Итак, Куприн в период решающих исторических событий как-то отдаляется от современности, лишь иногда касается ее важных проблем, а в чем-то и примиряется с моралью старого мира.

Рассказы «Фиалки» и «Храбрые беглецы» очень изящны, поэтичны, но они лишь пополняют серию автобиографических произведений писателя и как бы предвещают те элегии о прошлом, которые писатель будет создавать на чужбине. В рассказе «Гоголь-моголь» передан эпизод из артистической жизни Ф. Шаляпина. Рассказ «Сапсан» — тонкий и трогательный, однако он кажется незначительным после «Изумруда». К этому же к «анималистскому» жанру принадлежит и красивая миниатюра «Скворцы». Использует Куприн и библейские сюжеты в рассказах «Сад Пречистой Девы» и «Два святителя». Однако мы не найдем здесь той поэзии, которая привлекает в «Суламифи».

Из художественно значительных произведений периода 1915—1917 годов наиболее оригинальны «Гад» и «Папаша». Если в раннем рассказе «Погибшая сила» использован сюжетный мотив исповеди пропащего человека, в котором еще теплится любовь к прекрасному, то совершенно иное содержание влито в подобную же сюжетную схему в рассказе «Гад». Здесь убогая жизнь мещанства, пестрая нищета провинциальной России даны через восприятие циника, порожденного этим же бытом.
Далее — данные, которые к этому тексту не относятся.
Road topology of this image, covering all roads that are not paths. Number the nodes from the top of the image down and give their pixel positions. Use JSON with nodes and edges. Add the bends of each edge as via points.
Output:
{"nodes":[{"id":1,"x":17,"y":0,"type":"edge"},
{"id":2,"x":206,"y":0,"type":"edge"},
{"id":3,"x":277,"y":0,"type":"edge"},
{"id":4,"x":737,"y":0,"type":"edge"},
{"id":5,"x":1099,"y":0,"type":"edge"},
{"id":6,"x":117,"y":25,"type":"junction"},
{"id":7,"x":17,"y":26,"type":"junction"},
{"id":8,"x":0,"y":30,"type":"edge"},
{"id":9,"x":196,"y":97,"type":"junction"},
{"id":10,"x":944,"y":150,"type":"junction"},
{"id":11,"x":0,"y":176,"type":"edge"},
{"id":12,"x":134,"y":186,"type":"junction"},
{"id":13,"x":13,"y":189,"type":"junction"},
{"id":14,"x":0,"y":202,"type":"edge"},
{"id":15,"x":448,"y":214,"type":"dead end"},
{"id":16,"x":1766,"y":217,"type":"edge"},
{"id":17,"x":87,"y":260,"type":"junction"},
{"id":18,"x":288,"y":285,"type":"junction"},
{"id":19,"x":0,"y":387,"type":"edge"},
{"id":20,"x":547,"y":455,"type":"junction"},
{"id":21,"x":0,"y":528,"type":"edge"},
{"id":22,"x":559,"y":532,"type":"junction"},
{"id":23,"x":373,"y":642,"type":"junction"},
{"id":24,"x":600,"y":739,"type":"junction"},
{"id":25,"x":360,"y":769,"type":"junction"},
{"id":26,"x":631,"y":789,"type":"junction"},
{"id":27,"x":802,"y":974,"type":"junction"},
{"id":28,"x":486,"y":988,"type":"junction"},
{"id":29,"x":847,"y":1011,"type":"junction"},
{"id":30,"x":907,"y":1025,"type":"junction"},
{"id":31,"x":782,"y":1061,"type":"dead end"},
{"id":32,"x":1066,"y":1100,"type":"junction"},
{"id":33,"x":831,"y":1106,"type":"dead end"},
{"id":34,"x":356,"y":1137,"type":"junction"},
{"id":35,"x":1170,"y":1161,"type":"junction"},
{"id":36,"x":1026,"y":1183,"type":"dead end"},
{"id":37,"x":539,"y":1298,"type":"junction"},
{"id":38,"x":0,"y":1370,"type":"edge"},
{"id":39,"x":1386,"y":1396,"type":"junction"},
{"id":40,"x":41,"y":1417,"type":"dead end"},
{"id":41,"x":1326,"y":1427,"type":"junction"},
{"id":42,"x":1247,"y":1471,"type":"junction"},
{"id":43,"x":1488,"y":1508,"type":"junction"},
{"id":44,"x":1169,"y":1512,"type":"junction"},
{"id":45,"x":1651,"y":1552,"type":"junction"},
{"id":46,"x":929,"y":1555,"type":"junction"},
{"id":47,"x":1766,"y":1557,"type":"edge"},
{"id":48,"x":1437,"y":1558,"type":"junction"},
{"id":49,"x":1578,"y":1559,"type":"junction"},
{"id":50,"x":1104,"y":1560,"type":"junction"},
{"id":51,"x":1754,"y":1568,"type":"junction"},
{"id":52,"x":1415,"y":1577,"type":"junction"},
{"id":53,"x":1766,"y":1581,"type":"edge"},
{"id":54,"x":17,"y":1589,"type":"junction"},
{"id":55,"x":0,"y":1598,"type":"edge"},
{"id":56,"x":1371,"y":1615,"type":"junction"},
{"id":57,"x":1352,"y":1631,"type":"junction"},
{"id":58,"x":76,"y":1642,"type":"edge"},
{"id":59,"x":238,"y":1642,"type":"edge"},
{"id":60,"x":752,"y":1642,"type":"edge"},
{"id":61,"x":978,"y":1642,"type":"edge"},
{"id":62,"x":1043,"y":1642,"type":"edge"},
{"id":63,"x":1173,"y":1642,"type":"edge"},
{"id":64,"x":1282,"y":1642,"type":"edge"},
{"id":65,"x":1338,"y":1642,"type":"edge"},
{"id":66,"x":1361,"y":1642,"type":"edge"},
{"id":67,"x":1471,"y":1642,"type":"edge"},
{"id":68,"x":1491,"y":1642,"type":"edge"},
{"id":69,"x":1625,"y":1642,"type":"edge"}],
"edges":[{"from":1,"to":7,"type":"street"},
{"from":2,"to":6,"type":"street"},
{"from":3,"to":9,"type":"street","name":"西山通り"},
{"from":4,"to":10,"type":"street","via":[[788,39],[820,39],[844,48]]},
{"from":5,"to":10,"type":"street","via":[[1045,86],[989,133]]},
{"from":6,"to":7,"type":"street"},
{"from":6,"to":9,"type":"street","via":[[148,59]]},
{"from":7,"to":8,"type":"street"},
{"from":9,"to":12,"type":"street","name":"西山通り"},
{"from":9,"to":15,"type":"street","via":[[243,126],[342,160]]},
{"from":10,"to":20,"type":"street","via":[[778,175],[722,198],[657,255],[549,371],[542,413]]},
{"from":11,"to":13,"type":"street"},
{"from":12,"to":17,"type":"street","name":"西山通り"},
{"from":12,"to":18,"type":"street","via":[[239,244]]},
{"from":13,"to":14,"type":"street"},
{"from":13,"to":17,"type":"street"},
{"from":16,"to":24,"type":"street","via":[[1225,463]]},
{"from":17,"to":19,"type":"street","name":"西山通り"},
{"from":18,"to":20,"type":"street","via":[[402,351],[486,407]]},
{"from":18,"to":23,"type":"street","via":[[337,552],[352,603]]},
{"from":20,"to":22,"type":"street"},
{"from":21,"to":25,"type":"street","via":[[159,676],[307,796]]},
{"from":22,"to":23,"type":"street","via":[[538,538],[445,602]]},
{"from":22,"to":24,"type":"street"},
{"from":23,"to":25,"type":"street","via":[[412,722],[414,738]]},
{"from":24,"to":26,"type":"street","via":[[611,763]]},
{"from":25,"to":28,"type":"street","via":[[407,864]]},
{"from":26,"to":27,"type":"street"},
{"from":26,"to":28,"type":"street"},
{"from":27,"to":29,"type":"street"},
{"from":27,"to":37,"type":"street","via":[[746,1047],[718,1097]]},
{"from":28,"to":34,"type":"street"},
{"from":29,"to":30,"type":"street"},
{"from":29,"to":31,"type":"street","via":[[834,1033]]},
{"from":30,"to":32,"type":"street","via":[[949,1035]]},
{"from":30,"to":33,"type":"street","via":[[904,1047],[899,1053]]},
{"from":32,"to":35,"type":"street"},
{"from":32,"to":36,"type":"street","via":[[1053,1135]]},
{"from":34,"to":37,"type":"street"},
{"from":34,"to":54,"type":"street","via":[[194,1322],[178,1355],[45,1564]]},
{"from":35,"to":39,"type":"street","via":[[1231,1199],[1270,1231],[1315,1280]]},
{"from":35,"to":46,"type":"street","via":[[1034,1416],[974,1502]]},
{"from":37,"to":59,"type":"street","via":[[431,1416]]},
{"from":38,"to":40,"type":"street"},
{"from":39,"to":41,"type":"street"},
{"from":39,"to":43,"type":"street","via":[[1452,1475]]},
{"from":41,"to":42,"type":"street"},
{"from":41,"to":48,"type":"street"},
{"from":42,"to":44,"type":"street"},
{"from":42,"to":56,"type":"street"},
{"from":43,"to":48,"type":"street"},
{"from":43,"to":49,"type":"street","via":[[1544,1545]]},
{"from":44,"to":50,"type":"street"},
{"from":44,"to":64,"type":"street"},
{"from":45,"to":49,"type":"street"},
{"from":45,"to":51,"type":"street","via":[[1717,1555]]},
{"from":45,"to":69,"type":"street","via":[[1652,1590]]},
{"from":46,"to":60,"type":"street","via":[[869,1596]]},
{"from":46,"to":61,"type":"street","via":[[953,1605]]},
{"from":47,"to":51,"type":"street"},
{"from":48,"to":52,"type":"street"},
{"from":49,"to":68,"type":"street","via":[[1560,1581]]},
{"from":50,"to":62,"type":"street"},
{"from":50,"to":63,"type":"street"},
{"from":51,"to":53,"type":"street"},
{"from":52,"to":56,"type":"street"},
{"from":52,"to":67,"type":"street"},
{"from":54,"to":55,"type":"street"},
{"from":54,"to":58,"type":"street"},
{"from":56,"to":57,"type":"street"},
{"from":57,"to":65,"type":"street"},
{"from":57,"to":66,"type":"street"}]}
Слово «Гад», которым озаглавлен рассказ, в своем прямом и переносном смысле определяет одного из персонажей. Сам человек, подсевший к другому на садовую скамейку, называет себя «гадом», добавляя, что сие слово — производное от слова «гадалка», изобретено «серым» необразованным народом. Манеры человека, называющего себя «гадом», его навязчивое желание завести разговор, его противная откровенность — все эти качества вызывают удивление и отвращение.
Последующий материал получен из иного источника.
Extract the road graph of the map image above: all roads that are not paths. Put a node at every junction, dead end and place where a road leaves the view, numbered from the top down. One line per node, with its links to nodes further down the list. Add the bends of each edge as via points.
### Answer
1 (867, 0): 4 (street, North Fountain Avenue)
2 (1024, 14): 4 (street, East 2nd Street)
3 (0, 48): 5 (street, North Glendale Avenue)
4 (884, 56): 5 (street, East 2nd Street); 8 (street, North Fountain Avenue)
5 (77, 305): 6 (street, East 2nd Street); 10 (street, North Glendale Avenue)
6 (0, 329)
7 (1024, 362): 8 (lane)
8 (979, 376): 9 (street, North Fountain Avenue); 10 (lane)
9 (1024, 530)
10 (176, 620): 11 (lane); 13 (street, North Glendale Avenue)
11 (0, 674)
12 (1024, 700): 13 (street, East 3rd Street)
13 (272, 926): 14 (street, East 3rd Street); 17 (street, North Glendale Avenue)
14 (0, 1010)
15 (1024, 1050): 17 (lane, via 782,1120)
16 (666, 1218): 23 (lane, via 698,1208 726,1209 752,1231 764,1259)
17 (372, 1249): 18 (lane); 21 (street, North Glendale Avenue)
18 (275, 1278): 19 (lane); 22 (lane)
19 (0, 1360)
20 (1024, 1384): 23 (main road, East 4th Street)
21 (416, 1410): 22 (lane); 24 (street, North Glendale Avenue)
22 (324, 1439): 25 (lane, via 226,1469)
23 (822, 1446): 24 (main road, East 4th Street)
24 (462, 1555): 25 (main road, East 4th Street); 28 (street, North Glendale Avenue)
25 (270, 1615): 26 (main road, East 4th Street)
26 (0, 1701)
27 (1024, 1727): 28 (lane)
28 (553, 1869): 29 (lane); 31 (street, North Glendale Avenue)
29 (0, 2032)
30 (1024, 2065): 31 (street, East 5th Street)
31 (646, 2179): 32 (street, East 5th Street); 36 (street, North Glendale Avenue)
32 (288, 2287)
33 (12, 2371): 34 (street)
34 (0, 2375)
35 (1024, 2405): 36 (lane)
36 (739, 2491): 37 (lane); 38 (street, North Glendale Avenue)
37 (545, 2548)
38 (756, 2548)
Духовное убожество рассказывающего как бы сливается с духовным убожеством картин, которые вырисовываются из его повествования. История похождений странствующего «мага» является своего рода коллекцией метких характеристик провинциальной, окуровской жизни. Причем слово предоставляется одиозному персонажу, автор как бы самоустраняется. Направляющую волю художника можно обнаружить лишь в отборе характеристик, великолепно воспроизводящих бытие провинциального мещанства.

Вот, к примеру, своего рода групповой портрет обывателей: «С мужчинами обыкновенный разговор. Ведь мужчина, хотя бы он и дурак и уши у него холодные и, так сказать, вообще осел, но он все-таки думает, что у него душа тигра, улыбка ребенка, и поэтому он красавец. А стало быть, смело ври ему в глаза: «Вы очень, очень вспыльчивы, и бог знает, что вы можете наделать в раздражении, но зато вы великодушны и отходчивы». Это он легко глотает, как слабительную пилюлю «Ара». Затем ты ему говоришь: «До сих пор еще никто не понял вашего характера, вы являетесь загадкой».
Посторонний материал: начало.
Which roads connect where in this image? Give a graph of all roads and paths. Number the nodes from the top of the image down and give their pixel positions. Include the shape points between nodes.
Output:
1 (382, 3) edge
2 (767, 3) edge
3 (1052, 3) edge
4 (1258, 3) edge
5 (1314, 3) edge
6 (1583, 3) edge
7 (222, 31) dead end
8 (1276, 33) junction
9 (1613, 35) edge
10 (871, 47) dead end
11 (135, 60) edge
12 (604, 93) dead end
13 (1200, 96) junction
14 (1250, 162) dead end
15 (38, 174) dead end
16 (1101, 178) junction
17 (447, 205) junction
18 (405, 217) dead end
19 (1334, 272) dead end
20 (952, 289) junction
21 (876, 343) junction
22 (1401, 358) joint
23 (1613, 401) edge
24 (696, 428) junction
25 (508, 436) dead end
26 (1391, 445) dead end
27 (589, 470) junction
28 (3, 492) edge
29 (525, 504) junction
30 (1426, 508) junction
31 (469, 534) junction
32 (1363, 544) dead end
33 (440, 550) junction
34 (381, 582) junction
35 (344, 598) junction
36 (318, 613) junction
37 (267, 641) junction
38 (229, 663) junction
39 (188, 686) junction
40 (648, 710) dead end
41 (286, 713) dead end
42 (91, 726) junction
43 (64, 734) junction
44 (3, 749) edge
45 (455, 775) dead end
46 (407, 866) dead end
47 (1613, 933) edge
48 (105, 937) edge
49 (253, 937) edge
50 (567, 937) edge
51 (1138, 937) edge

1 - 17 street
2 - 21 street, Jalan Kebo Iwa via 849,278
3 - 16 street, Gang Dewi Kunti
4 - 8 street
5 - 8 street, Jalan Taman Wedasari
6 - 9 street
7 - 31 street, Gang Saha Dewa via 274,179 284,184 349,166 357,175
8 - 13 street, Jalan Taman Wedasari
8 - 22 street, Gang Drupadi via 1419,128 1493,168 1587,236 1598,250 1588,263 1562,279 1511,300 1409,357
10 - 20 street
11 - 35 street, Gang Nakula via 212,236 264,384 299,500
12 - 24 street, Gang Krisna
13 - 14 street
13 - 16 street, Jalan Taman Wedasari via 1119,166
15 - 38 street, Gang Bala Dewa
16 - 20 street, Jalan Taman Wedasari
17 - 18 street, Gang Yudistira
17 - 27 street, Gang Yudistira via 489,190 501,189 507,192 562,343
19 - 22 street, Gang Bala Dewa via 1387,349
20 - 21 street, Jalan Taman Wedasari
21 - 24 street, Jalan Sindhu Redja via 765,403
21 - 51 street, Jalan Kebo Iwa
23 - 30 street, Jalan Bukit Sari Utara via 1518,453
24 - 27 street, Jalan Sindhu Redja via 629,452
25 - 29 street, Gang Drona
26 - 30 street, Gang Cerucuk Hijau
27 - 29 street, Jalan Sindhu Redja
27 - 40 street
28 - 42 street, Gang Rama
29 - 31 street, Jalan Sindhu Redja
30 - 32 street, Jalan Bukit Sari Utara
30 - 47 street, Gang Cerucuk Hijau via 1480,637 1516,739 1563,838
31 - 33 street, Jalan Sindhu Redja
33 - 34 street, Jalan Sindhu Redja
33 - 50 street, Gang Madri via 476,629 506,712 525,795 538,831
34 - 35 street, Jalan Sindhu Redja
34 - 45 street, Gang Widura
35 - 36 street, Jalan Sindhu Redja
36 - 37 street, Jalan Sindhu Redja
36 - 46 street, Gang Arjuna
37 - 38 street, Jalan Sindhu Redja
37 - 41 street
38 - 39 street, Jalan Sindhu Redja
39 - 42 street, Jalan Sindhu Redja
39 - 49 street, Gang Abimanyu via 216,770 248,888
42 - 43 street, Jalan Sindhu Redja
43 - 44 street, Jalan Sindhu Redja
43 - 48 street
Черта за чертой писатель рисует образ «гада» — странствующего циника и пошляка, имевшего возможность досконально ознакомиться о разнообразными фигурами провинциальной России, начиная от конторщика или писаря и кончая «генеральшей» — женой местного вельможи. Невежество, тупость, суеверие, мелочные интересы, низменные чувства — вот что вырисовывается из калейдоскопа впечатлений человека, с удовольствием и не без остроумия обнажающего уродства этой жизни, как он обнажает и собственную грязную душонку.

«Прорицания» этого окуровского авантюриста основываются на своего рода обобщениях обывательской жизни. Например, раскрывая приемы своего «ремесла», он говорит: «Возьмем горничную. Ведь вот вся ее судьба в твоих руках. Барыня стерва. Барин ухаживает. Студент только поигрался, да и за щеку. Штабной кавалер обещался замуж взять, да ведь обманет, подлец?» Рутина мещанской жизни, более или менее одинаковая чеканка характеров провинциальных мещан являются главным козырем «прорицателя». А поэтому его отдельные характеристики так легко складываются в зарисовки застойной жизни русской провинции, зарисовки забавные и в конечном счете мрачные, страшные.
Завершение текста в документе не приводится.